[Opening DATA EXTRACTS section]

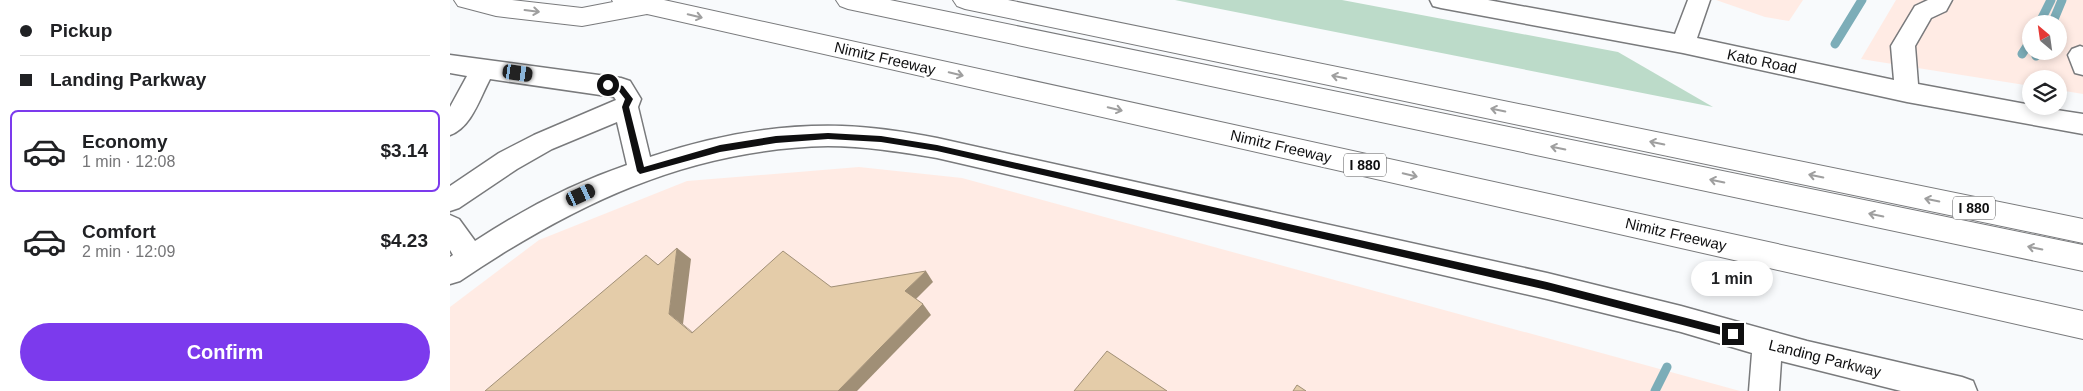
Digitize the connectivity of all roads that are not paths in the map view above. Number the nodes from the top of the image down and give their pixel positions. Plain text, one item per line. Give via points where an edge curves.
1 (466, 0) edge
2 (848, 0) edge
3 (964, 0) edge
4 (1441, 0) edge
5 (1699, 0) edge
6 (1941, 0) edge
7 (636, 3) edge
8 (1683, 44) junction
9 (450, 64) edge
10 (483, 68) junction
11 (1907, 92) junction
12 (626, 107) junction
13 (2083, 124) edge
14 (450, 125) edge
15 (640, 171) junction
16 (450, 200) edge
17 (450, 227) edge
18 (2083, 231) edge
19 (2083, 258) edge
20 (460, 265) edge
21 (2083, 325) edge
22 (1767, 344) junction
23 (1764, 391) edge
24 (1962, 391) edge

1 -> 7 highway via 496,7 582,17
19 -> 2 highway, I 880
18 -> 3 highway, I 880
4 - 8 street, Kato Road
5 - 8 street
6 - 11 street via 1938,5 1922,12 1903,46
7 -> 21 highway, Nimitz Freeway / I 880
8 - 11 street, Kato Road
9 - 10 street
10 - 12 street via 620,88 629,99
10 - 14 street via 460,113
11 - 13 street, Kato Road
12 - 15 street
12 - 16 street via 543,142
15 - 20 street, Landing Parkway via 550,209
15 - 22 street, Landing Parkway via 720,148 776,140 828,136 881,139 937,148 1547,286
17 - 20 street
22 - 23 street
22 - 24 street, Landing Parkway

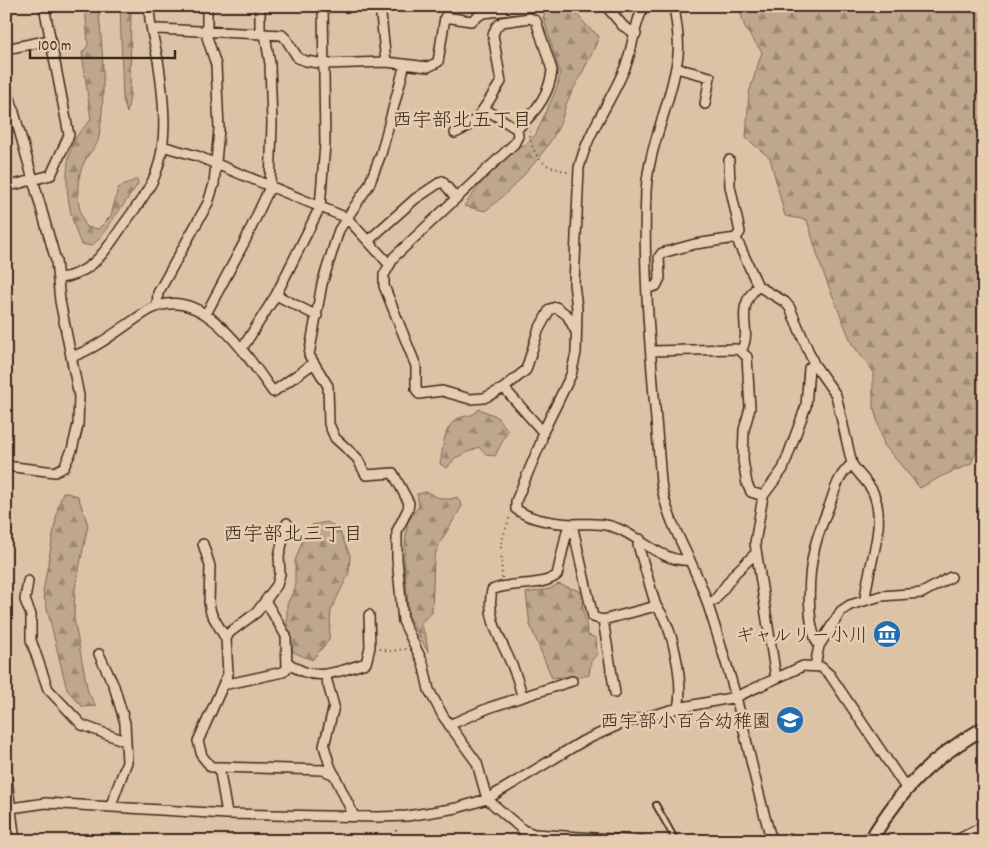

[Closing DATA EXTRACTS section]

## WHAT TO DO
Repeat the records in full, exactly as they appear, without the pictures.

## TASK SOLUTION
Digitize the connectivity of all roads that are not paths in the map view above. Number the nodes from the top of the image down and give their pixel positions. Plain text, one item per line. Give via points where an edge curves.
1 (466, 0) edge
2 (848, 0) edge
3 (964, 0) edge
4 (1441, 0) edge
5 (1699, 0) edge
6 (1941, 0) edge
7 (636, 3) edge
8 (1683, 44) junction
9 (450, 64) edge
10 (483, 68) junction
11 (1907, 92) junction
12 (626, 107) junction
13 (2083, 124) edge
14 (450, 125) edge
15 (640, 171) junction
16 (450, 200) edge
17 (450, 227) edge
18 (2083, 231) edge
19 (2083, 258) edge
20 (460, 265) edge
21 (2083, 325) edge
22 (1767, 344) junction
23 (1764, 391) edge
24 (1962, 391) edge

1 -> 7 highway via 496,7 582,17
19 -> 2 highway, I 880
18 -> 3 highway, I 880
4 - 8 street, Kato Road
5 - 8 street
6 - 11 street via 1938,5 1922,12 1903,46
7 -> 21 highway, Nimitz Freeway / I 880
8 - 11 street, Kato Road
9 - 10 street
10 - 12 street via 620,88 629,99
10 - 14 street via 460,113
11 - 13 street, Kato Road
12 - 15 street
12 - 16 street via 543,142
15 - 20 street, Landing Parkway via 550,209
15 - 22 street, Landing Parkway via 720,148 776,140 828,136 881,139 937,148 1547,286
17 - 20 street
22 - 23 street
22 - 24 street, Landing Parkway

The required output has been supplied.